By measuring those two factors at the same time, it is possible to read the effective output at any point. Comparing test results with specifications will give the necessary fault-finding facts.

d. Slippage. All hydraulic systems have some slippage (see paragraph 3-4, page, Chapter 3) even when new. As wear increases, slippage at wear points increases, causing a decrease in GPM. However, system pressure is maintained. In time, wear can be so great that all flow is lost. Only at a complete breakdown will a pressure gauge show where the trouble is. Conducting a flow, pressure, and temperature (FPT) test would have indicated such a problem and avoided a complete breakdown. NOTE: At low oil temperature and low pressure (or light loads) the machine will continue to operate but at less speed.

e. Flow and Pressure. Always test flow and pressure together.
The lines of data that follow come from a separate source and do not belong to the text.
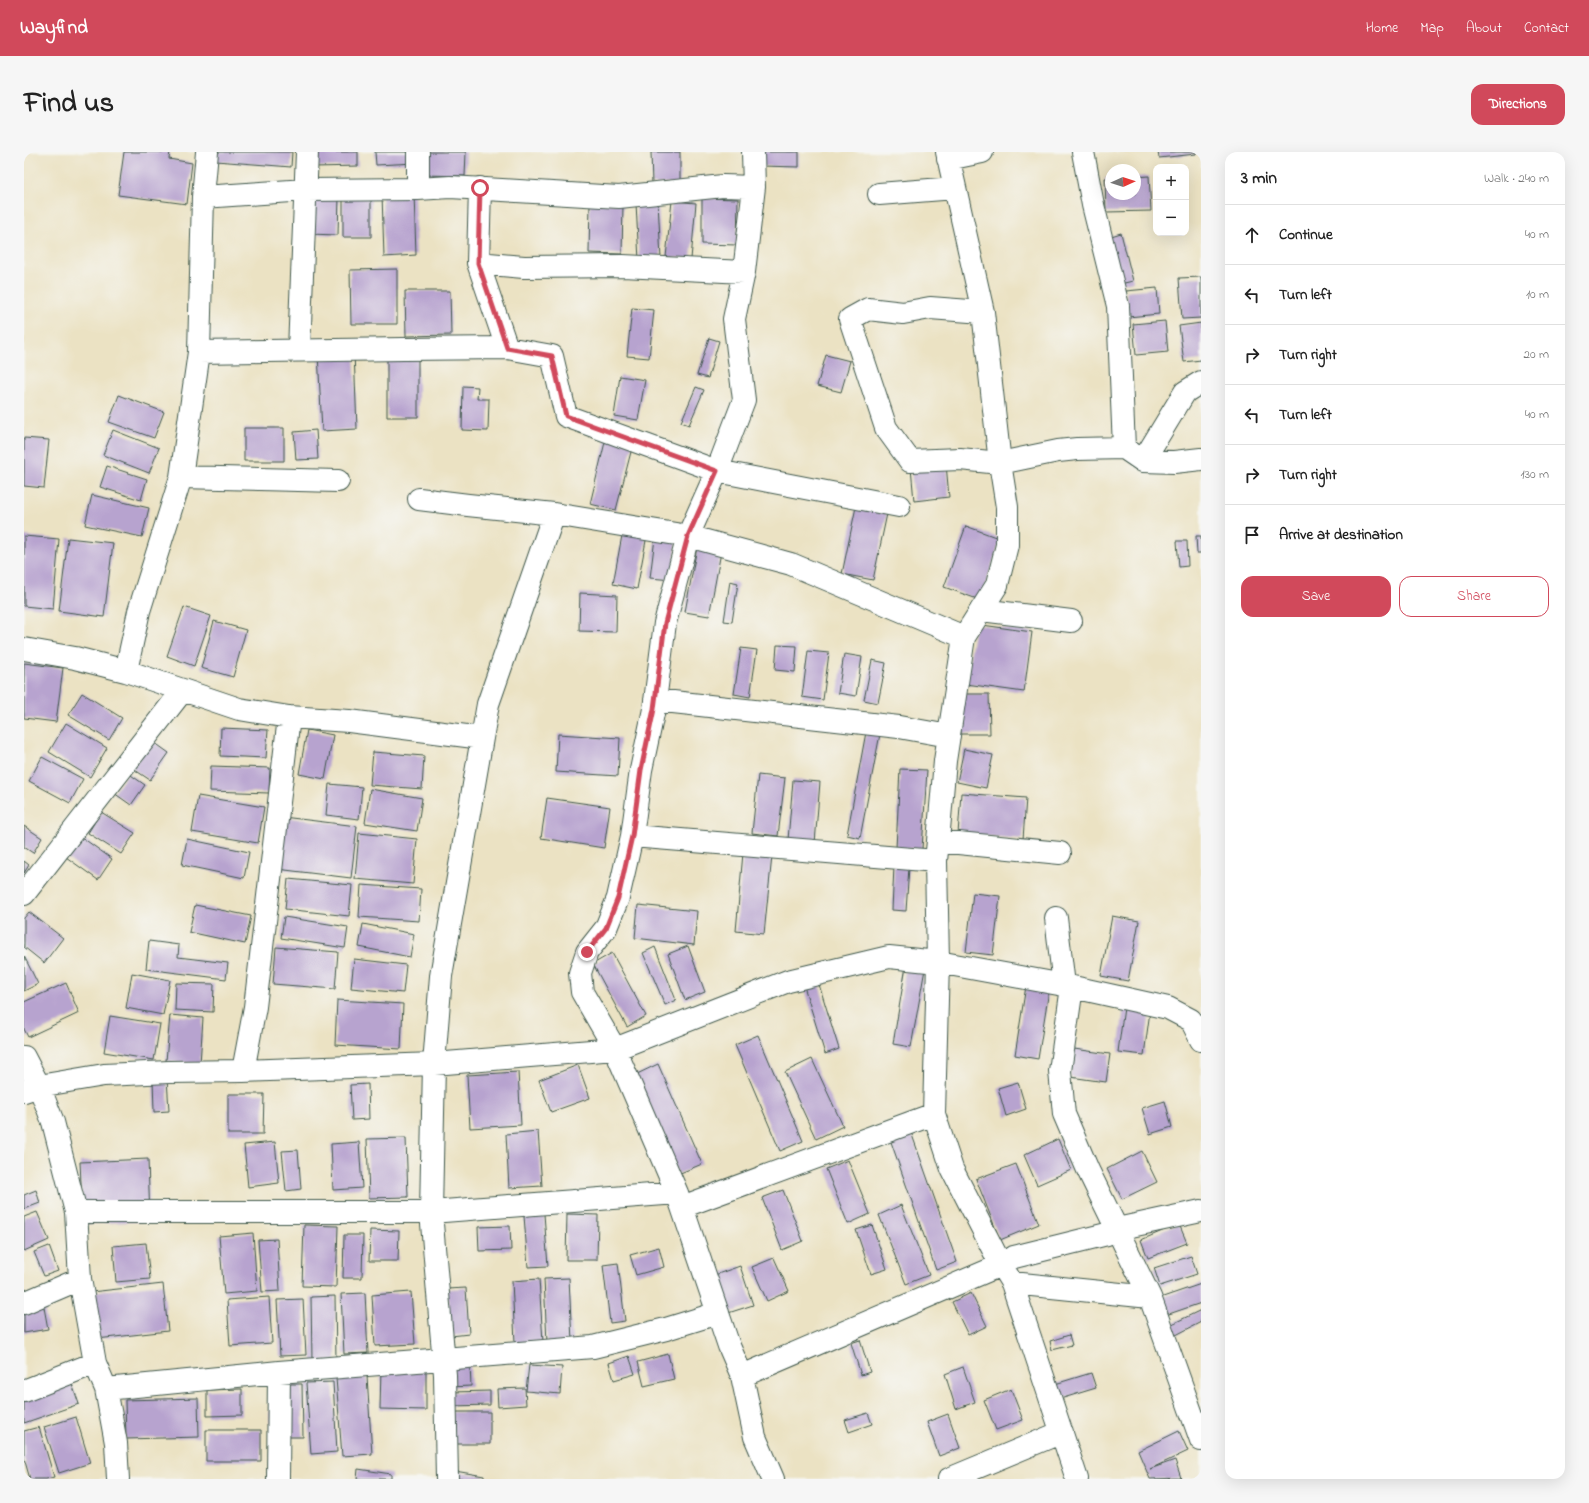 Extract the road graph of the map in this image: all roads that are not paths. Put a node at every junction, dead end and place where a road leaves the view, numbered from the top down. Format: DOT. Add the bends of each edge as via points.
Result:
graph roads {
  1 [pos="207,152"];
  2 [pos="306,152"];
  3 [pos="418,152"];
  4 [pos="753,152"];
  5 [pos="982,152"];
  6 [pos="1083,152"];
  7 [pos="948,155"];
  8 [pos="754,187"];
  9 [pos="480,188"];
  10 [pos="955,188"];
  11 [pos="418,189"];
  12 [pos="306,190"];
  13 [pos="879,194"];
  14 [pos="203,197"];
  15 [pos="478,263"];
  16 [pos="744,272"];
  17 [pos="983,312"];
  18 [pos="507,348"];
  19 [pos="299,350"];
  20 [pos="199,352"];
  21 [pos="1201,382"];
  22 [pos="1124,448"];
  23 [pos="1201,459"];
  24 [pos="1143,461"];
  25 [pos="1000,463"];
  26 [pos="717,471"];
  27 [pos="181,477"];
  28 [pos="338,481"];
  29 [pos="419,499"];
  30 [pos="899,506"];
  31 [pos="554,514"];
  32 [pos="688,536"];
  33 [pos="981,610"];
  34 [pos="1071,622"];
  35 [pos="964,637"];
  36 [pos="24,649"];
  37 [pos="126,671"];
  38 [pos="183,690"];
  39 [pos="655,700"];
  40 [pos="289,717"];
  41 [pos="949,736"];
  42 [pos="482,738"];
  43 [pos="632,836"];
  44 [pos="937,851"];
  45 [pos="1060,853"];
  46 [pos="24,894"];
  47 [pos="1056,918"];
  48 [pos="938,962"];
  49 [pos="1068,986"];
  50 [pos="1201,1040"];
  51 [pos="615,1049"];
  52 [pos="24,1057"];
  53 [pos="434,1064"];
  54 [pos="243,1071"];
  55 [pos="31,1088"];
  56 [pos="934,1114"];
  57 [pos="680,1200"];
  58 [pos="1201,1211"];
  59 [pos="76,1212"];
  60 [pos="432,1212"];
  61 [pos="1116,1229"];
  62 [pos="1007,1274"];
  63 [pos="80,1279"];
  64 [pos="1150,1297"];
  65 [pos="24,1303"];
  66 [pos="718,1313"];
  67 [pos="444,1359"];
  68 [pos="95,1363"];
  69 [pos="279,1372"];
  70 [pos="742,1376"];
  71 [pos="106,1389"];
  72 [pos="24,1390"];
  73 [pos="1062,1432"];
  74 [pos="1201,1440"];
  75 [pos="118,1479"];
  76 [pos="278,1479"];
  77 [pos="447,1479"];
  78 [pos="773,1479"];
  79 [pos="949,1479"];
  80 [pos="1077,1479"];
  1 -- 14 [label="street"];
  2 -- 12 [label="street"];
  3 -- 11 [label="street"];
  4 -- 8 [label="street"];
  5 -- 7 [label="street"];
  6 -- 22 [label="street" via="1118,306"];
  7 -- 10 [label="street"];
  8 -- 9 [label="street" via="723,186 619,197"];
  8 -- 16 [label="street"];
  9 -- 11 [label="street"];
  9 -- 15 [label="street"];
  10 -- 13 [label="street"];
  10 -- 17 [label="street"];
  11 -- 12 [label="street"];
  12 -- 14 [label="street"];
  12 -- 19 [label="street"];
  14 -- 20 [label="street"];
  15 -- 16 [label="street" via="524,267 623,266"];
  15 -- 18 [label="street"];
  16 -- 26 [label="street" via="734,319 744,400"];
  17 -- 25 [label="street"];
  17 -- 25 [label="street" via="930,308 903,313 868,309 850,319 886,428 910,461 960,459"];
  18 -- 19 [label="street"];
  18 -- 26 [label="street" via="552,356 566,416"];
  19 -- 20 [label="street"];
  20 -- 27 [label="street"];
  21 -- 24 [label="street" via="1185,392"];
  22 -- 24 [label="street"];
  22 -- 25 [label="street" via="1065,450"];
  23 -- 24 [label="street" via="1174,462"];
  25 -- 33 [label="street" via="1007,507 1007,545 997,585"];
  26 -- 30 [label="street"];
  26 -- 32 [label="street"];
  27 -- 28 [label="street"];
  27 -- 37 [label="street" via="139,611"];
  29 -- 31 [label="street"];
  31 -- 32 [label="street"];
  31 -- 42 [label="street" via="488,704"];
  32 -- 35 [label="street" via="791,564"];
  32 -- 39 [label="street" via="665,623"];
  33 -- 34 [label="street"];
  33 -- 35 [label="street"];
  35 -- 41 [label="street"];
  36 -- 37 [label="street"];
  37 -- 38 [label="street"];
  38 -- 40 [label="street" via="239,708"];
  38 -- 46 [label="street"];
  39 -- 41 [label="street"];
  39 -- 43 [label="street" via="641,770"];
  40 -- 42 [label="street" via="349,721"];
  40 -- 54 [label="street" via="255,1007"];
  41 -- 44 [label="street" via="944,761"];
  42 -- 53 [label="street" via="441,976"];
  43 -- 44 [label="street"];
  43 -- 51 [label="street" via="618,898 606,928 587,952 580,973 582,992"];
  44 -- 45 [label="street"];
  44 -- 48 [label="street"];
  47 -- 49 [label="street"];
  48 -- 49 [label="street"];
  48 -- 51 [label="street" via="889,957 788,981"];
  48 -- 56 [label="street"];
  49 -- 50 [label="street" via="1168,1008 1191,1020"];
  49 -- 61 [label="street" via="1060,1071 1064,1114"];
  51 -- 53 [label="street"];
  51 -- 57 [label="street"];
  52 -- 55 [label="street"];
  53 -- 54 [label="street"];
  53 -- 60 [label="street"];
  54 -- 55 [label="street" via="104,1075"];
  55 -- 59 [label="street" via="53,1122"];
  56 -- 57 [label="street"];
  56 -- 62 [label="street" via="952,1169"];
  57 -- 60 [label="street"];
  57 -- 66 [label="street"];
  58 -- 61 [label="street"];
  59 -- 60 [label="street"];
  59 -- 63 [label="street"];
  60 -- 67 [label="street"];
  61 -- 62 [label="street" via="1107,1234 1014,1257"];
  61 -- 64 [label="street"];
  62 -- 64 [label="street"];
  62 -- 70 [label="street"];
  62 -- 73 [label="street"];
  63 -- 65 [label="street"];
  63 -- 68 [label="street"];
  64 -- 74 [label="street"];
  66 -- 67 [label="street" via="593,1347"];
  66 -- 70 [label="street"];
  67 -- 69 [label="street"];
  67 -- 77 [label="street"];
  68 -- 71 [label="street"];
  68 -- 72 [label="street"];
  69 -- 71 [label="street"];
  69 -- 76 [label="street"];
  70 -- 78 [label="street" via="755,1437"];
  71 -- 75 [label="street" via="116,1443"];
  73 -- 79 [label="street"];
  73 -- 80 [label="street"];
}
Connect a hydraulic tester into the hydraulic circuit at various points to isolate and check components (pumps, valves, or cylinders) for efficiency. Figure 6-26 shows a hydraulic tester, connected to the pump’s output, checking the flow at various pressures that, in turn, checks the pump’s performance against the recommended specification. When isolating and testing individual components with a hydraulic tester, direct the return fluid to the reservoir. If the fluid returns to the reservoir through the system’s piping, you will not get a correct reading because of buildup of back pressure.
Test the whole circuit as described, and then isolate portions and test for a complete analysis of the system. If a test on a full circuit indicates a malfunction, isolate a portion and test the remaining portions until you find the malfunctioning part. Generally, cylinders will fail first. Packing will wear because of friction and loading against the cylinder walls. Therefore, isolate the cylinders first. If test results indicate that the circuit is operating properly, the cylinders have a problem. During testing, determine the setting and condition of the relief valve. If further tests are necessary, isolate the directional-control valve to check the pump’s efficiency and inlet hose.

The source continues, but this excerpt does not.